▶ Entries supplied
== Segment start ==

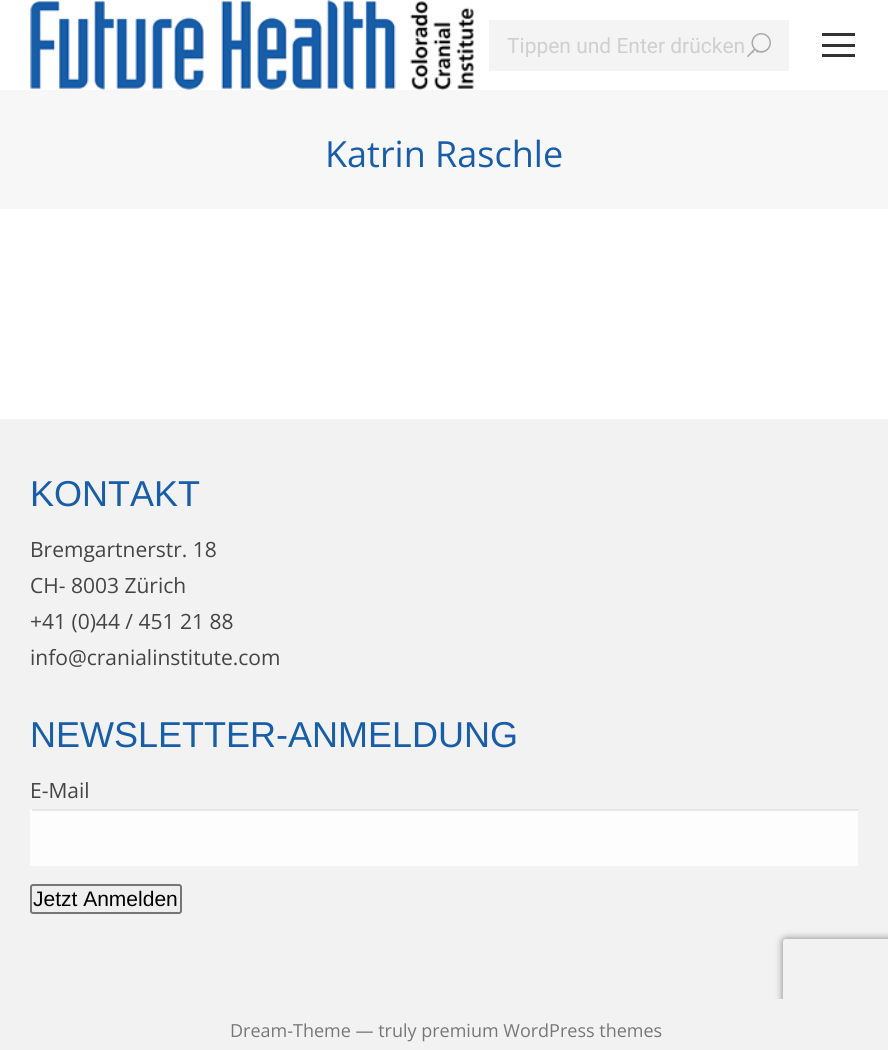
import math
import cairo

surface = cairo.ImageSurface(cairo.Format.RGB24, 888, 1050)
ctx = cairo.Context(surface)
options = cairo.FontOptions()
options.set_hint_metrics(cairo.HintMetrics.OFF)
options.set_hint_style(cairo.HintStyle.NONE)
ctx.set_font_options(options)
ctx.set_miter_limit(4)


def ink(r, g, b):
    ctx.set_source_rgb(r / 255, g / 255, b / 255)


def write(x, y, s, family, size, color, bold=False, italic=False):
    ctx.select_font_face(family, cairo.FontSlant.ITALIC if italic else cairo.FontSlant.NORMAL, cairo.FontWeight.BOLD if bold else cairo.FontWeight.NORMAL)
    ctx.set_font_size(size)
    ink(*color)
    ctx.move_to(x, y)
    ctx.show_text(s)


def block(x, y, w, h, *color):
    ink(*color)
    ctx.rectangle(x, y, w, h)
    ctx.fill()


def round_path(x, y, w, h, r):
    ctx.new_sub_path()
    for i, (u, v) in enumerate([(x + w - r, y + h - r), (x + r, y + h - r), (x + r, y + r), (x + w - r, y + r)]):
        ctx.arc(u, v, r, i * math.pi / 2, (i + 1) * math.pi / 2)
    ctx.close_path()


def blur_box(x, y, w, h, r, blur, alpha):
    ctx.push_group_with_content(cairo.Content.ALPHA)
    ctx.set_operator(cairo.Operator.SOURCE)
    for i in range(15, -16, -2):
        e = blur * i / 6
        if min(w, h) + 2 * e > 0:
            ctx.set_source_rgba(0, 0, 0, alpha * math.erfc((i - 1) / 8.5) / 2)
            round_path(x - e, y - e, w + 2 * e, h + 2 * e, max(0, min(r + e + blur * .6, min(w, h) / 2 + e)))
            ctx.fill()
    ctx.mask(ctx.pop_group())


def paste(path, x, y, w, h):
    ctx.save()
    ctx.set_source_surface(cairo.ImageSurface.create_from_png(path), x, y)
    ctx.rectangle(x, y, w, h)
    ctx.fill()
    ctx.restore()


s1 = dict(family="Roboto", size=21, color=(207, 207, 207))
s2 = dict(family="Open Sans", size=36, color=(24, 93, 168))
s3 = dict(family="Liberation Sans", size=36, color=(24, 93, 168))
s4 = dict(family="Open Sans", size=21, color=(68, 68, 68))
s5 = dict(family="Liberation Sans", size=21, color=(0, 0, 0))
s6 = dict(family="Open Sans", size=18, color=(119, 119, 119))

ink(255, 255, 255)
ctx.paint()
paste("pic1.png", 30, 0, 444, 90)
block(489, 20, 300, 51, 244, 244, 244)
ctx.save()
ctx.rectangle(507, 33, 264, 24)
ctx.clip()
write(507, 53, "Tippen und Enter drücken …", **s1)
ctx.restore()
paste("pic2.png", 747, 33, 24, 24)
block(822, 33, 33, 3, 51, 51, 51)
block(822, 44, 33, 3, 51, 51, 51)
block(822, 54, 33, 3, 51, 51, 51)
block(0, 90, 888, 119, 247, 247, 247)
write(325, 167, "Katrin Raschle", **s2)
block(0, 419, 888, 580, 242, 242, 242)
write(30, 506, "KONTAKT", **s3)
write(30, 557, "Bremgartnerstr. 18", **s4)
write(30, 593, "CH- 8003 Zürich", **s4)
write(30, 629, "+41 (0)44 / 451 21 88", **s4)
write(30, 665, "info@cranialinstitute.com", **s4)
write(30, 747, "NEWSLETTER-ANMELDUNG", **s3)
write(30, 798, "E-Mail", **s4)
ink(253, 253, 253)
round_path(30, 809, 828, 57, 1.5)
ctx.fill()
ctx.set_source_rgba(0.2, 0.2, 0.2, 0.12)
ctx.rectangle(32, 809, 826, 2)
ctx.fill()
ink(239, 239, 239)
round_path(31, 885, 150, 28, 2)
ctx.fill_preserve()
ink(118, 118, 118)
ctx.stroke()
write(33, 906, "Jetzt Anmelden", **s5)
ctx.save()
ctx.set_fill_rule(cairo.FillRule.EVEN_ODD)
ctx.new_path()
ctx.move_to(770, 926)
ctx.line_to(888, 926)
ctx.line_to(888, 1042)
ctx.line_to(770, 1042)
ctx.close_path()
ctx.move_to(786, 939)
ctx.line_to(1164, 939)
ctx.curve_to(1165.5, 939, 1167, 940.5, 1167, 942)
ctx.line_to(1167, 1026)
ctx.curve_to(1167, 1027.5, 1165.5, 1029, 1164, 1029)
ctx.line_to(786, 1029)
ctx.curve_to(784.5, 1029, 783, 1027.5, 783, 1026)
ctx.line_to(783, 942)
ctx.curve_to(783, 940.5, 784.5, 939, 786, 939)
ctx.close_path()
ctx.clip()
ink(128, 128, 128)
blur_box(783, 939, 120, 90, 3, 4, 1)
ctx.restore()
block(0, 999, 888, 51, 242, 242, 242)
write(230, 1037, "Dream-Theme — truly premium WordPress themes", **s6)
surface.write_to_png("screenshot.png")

== Segment end ==

Looking at the entries above, can you reproduce exactly the lines from the one that holds "options.set_hint_style(cairo.HintStyle.NONE)" through the one that holds "ctx.select_font_face(family, cairo.FontSlant.ITALIC if", and only those?

options.set_hint_style(cairo.HintStyle.NONE)
ctx.set_font_options(options)
ctx.set_miter_limit(4)


def ink(r, g, b):
    ctx.set_source_rgb(r / 255, g / 255, b / 255)


def write(x, y, s, family, size, color, bold=False, italic=False):
    ctx.select_font_face(family, cairo.FontSlant.ITALIC if italic else cairo.FontSlant.NORMAL, cairo.FontWeight.BOLD if bold else cairo.FontWeight.NORMAL)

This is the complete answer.